JAKARTA (TEROPONGSENAYAN)- Anggota Komisi VI DPR RI dari Fraksi PKS, Amin Ak mendesak Kelompok Usaha Lippo tidak lepas tanggung jawab begitu saja dalam kisruh Apartemen Meikarta, Cikarang, Jawa Barat yang merugikan konsumen.
Menurut Amin, sejak awal Megaproyek Meikarta merupakan proyek yang diusung dua perusahaan properti milik grup Lippo, yakni PT Lippo Karawaci Tbk (LPKR) dan PT Lippo Cikarang Tbk (LPCK).
PT Mahkota Sentosa Utama (MSU) yang memiliki proyek tersebut sepenuhnya merupakan anak usaha dari PT Lippo Cikarang.
Sementara itu PT Lippo Karawaci sendiri menguasai saham PT Lippo Cikarang hingga 54%.
“Saya prihatin dengan penolakan Lippo untuk bertanggung jawab atas permasalahan Meikarta yang digugat konsumen, dengan alasan mereka tidak lagi menjadi pemilik saham MSU. Kok kesannya lari dari tanggung jawab,” tegas Amin dalam keterangan tertulis kepada wartawan, Selasa (21/02/2023).
Menurut Wakil Rakyat dari Dapil Jawa Timur IV itu, dilihat dari kronologi permasalahan yang membelit Meikarta sejak awal, wajar jika Masyarakat mencurigai ada aksi akrobatik dalam proses penjualan saham MSU oleh PT Lippo Cikarang ke Hasdeen Holding, sebuah perusahaan yang berbasis di Singapura.
Dari sisi waktu, Amin menambahkan, pengalihan saham kepemilikan MSU terjadi setelah lebih dari setahun Lippo, dalam hal ini MSU, mengalami berbagai persoalan serius mulai dari perizinan bermasalah hingga digugat oleh sejumlah vendor maupun kontraktor pelaksana proyek.
Ditengah gugatan bertubi-tubi tersebut, secara tiba-tiba Lippo Cikarang melepas sahamnya di MSU, sehingga wajar jika banyak pihak mencurigai langkah tersebut sebagai upaya lepas tanggung jawab dari Lippo.
“Ini kan mencurigakan. Ditengah berbagai tuntutan agar bertanggung jawab malah mereka melapas di perusahaan milik mereka,” kata Amin.
Lebih lanjut Amin mengatakan, sebagai bentuk tanggung jawab professional, seharusnya pemilik Lippo melakukan dua hal.
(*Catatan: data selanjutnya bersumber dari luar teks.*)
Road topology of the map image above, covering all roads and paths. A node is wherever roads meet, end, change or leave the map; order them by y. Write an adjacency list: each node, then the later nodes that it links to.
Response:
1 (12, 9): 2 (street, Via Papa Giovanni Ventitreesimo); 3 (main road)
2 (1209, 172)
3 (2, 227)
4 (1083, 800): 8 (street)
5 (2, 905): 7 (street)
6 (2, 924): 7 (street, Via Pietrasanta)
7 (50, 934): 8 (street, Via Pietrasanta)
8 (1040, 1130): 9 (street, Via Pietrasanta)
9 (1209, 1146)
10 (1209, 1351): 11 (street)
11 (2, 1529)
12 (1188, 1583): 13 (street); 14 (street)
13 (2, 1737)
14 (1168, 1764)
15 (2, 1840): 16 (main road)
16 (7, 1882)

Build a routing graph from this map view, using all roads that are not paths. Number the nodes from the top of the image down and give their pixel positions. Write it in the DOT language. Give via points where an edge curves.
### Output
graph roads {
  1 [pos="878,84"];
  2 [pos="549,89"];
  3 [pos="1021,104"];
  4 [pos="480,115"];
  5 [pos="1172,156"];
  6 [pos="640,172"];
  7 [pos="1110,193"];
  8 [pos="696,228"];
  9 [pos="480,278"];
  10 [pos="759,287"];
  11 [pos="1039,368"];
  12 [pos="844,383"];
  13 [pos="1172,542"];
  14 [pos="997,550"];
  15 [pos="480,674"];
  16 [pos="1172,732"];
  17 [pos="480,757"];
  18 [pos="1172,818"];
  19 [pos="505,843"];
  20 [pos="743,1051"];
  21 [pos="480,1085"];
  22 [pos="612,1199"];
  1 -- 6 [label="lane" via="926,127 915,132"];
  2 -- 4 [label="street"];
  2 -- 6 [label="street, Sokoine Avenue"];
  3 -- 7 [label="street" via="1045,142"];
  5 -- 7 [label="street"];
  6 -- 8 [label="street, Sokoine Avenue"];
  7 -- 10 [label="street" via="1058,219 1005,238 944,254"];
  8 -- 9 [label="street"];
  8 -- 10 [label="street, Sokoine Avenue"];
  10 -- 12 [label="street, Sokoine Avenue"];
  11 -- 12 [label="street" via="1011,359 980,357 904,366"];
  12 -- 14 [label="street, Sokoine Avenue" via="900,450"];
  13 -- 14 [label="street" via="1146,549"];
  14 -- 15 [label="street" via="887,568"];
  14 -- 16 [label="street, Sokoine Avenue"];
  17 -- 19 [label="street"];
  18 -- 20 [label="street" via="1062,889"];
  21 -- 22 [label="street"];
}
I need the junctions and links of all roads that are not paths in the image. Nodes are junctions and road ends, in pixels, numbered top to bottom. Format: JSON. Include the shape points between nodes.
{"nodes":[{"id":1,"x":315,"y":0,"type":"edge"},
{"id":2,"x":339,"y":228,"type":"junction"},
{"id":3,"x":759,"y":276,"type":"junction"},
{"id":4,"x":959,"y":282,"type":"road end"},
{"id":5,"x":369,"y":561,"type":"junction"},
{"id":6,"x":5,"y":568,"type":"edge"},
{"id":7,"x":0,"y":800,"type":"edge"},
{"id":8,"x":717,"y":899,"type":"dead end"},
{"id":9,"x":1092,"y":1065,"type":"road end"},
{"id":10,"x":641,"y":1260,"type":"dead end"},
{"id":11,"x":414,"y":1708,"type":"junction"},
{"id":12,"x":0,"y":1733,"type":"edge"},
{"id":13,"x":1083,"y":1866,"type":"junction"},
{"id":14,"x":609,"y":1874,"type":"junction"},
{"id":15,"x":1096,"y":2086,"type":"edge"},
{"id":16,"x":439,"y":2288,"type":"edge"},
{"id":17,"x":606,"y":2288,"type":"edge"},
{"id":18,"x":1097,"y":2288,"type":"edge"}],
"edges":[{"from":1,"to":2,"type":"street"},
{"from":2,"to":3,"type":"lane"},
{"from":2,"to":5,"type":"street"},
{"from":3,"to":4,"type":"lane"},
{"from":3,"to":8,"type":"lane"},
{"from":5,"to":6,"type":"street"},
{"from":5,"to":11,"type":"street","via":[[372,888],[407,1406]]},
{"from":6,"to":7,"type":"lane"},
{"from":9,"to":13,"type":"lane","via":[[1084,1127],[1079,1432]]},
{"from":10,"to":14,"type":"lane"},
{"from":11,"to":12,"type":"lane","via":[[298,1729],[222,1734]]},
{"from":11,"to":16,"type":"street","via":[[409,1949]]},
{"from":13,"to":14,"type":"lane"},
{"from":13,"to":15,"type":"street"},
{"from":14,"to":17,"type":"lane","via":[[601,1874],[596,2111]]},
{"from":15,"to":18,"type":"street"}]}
Pertama, Lippo harus bisa membuktikan bahwa Hasdeen Holding yang kini menguasai saham mayoritas MSU adalah benar-benar bukan perusahaan cangkang milik Lippo.
“Saya juga minta pemerintah melalui lembaga terkait, demi melindungi konsumen yang dirugikan, harus mampu membuktikan apakah, aksi pelepasan saham ini tidak berkaitan dengan upaya lepas tanggung jawab Grup Lippo,” desaknya.
Kedua, terlepas dari penjualan saham milik Lippo di MSU, Grup Lippo harus tetap bertanggung jawab terhadap konsumen, baik secara bisnis maupun moral. Karena semua bentuk promosi atau iklan maupun transaksi pembelian unit apartemen Meikarta sudah terjadi sejak MSU masih dimiliki oleh Lippo.
“Saya khawatir masyarakat menilai Lippo telah melakukan kebohongan publik dalam penjualan unit apartemen Meikarta dan kemudian lari dari tanggung jawab,” kata Amin.
Selain itu, jika terbukti Lippo lari dari tanggung jawab dari persoalan Meikarta, sudah seharusnya pemerintah memberikan sanksi tegas bahkan jika perlu berupa pencabutan izin usaha Lippo di industri properti.
Hal itu agar tidak menjadi preseden buruk bagi perkembangan industri properti di tanah air.
“DPR dalam kasus ini harus ikut bertanggung jawab dalam memberikan pengawasan dalam konteks memastikan terlindungi dan terkawalnya hak-hak konsumen Meikarta yang dirugikan sesuai aturan perundang-undangan yang berlaku,” pungkasnya.